Provided data>
[Start of Attachment]

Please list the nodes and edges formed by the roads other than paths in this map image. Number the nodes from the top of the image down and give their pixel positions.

[End of Attachment]
[Start of Attachment]

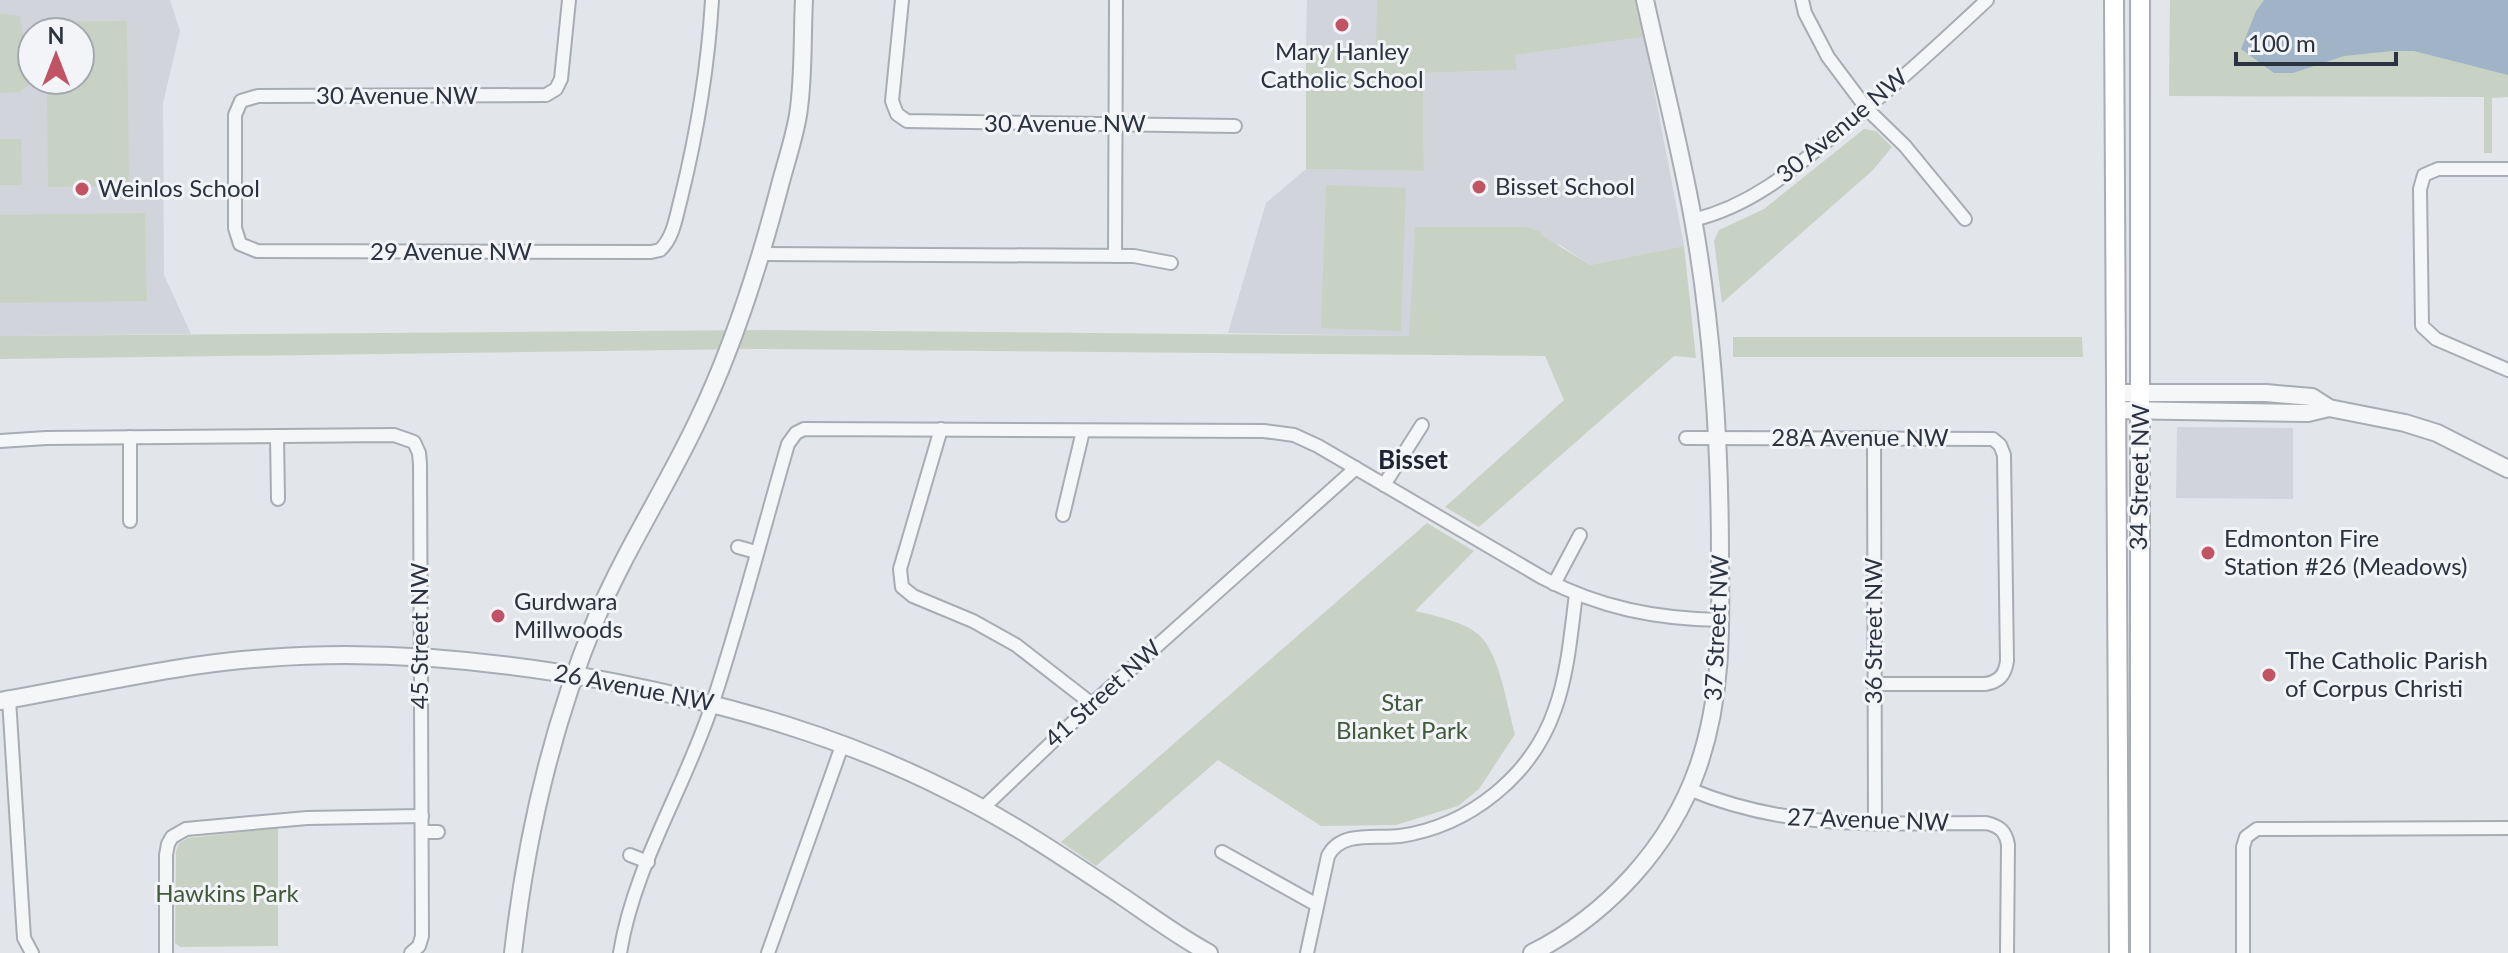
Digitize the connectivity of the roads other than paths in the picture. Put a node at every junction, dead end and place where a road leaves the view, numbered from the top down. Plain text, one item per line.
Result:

[End of Attachment]
[Start of Attachment]

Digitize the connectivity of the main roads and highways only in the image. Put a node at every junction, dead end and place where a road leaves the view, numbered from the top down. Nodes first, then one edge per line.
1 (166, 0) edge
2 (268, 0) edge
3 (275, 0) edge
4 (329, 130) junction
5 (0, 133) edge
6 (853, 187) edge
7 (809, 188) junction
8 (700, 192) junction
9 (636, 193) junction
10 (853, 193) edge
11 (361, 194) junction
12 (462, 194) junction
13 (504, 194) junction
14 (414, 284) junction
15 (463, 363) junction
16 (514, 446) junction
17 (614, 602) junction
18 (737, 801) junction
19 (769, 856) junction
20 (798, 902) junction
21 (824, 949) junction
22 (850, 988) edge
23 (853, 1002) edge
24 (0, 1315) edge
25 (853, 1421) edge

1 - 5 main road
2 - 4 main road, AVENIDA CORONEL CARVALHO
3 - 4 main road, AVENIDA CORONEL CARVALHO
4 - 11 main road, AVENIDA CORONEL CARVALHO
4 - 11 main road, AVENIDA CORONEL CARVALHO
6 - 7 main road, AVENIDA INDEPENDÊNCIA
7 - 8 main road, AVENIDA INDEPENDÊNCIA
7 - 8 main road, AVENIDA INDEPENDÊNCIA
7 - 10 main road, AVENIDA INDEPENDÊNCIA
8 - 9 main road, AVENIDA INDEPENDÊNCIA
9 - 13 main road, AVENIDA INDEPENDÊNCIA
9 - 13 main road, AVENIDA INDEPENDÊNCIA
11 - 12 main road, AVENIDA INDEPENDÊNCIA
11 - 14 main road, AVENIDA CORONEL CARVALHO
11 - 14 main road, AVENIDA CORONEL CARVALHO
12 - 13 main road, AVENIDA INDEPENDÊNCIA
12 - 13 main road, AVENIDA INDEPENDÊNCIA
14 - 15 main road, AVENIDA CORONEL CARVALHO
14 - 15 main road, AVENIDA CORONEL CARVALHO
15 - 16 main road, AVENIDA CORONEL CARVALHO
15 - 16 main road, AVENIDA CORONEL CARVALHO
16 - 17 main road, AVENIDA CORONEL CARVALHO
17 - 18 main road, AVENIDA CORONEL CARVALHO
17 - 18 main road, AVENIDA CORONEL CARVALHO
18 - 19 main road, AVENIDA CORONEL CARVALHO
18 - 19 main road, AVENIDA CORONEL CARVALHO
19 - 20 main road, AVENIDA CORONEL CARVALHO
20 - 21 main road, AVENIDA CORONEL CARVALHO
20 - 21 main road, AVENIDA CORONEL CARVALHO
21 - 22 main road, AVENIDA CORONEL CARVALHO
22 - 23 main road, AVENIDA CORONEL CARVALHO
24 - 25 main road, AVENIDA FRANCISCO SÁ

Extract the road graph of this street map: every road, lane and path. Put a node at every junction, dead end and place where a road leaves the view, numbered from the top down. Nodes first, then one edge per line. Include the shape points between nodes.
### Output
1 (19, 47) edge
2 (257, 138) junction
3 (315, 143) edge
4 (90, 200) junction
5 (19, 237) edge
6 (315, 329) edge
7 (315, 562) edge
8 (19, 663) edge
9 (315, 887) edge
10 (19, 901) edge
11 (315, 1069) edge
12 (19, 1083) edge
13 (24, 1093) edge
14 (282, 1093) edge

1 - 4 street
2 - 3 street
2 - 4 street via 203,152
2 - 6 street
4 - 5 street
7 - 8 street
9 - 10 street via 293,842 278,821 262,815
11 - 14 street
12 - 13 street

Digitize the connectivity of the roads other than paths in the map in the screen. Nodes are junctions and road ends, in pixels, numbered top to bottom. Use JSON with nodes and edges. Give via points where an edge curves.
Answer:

[End of Attachment]

Aim of the task> Where does the word "edges" occur in the data? Copy every line that has it.

Answer for this exercise>
Please list the nodes and edges formed by the roads other than paths in this map image. Number the nodes from the top of the image down and give their pixel positions.
Digitize the connectivity of the roads other than paths in the map in the screen. Nodes are junctions and road ends, in pixels, numbered top to bottom. Use JSON with nodes and edges. Give via points where an edge curves.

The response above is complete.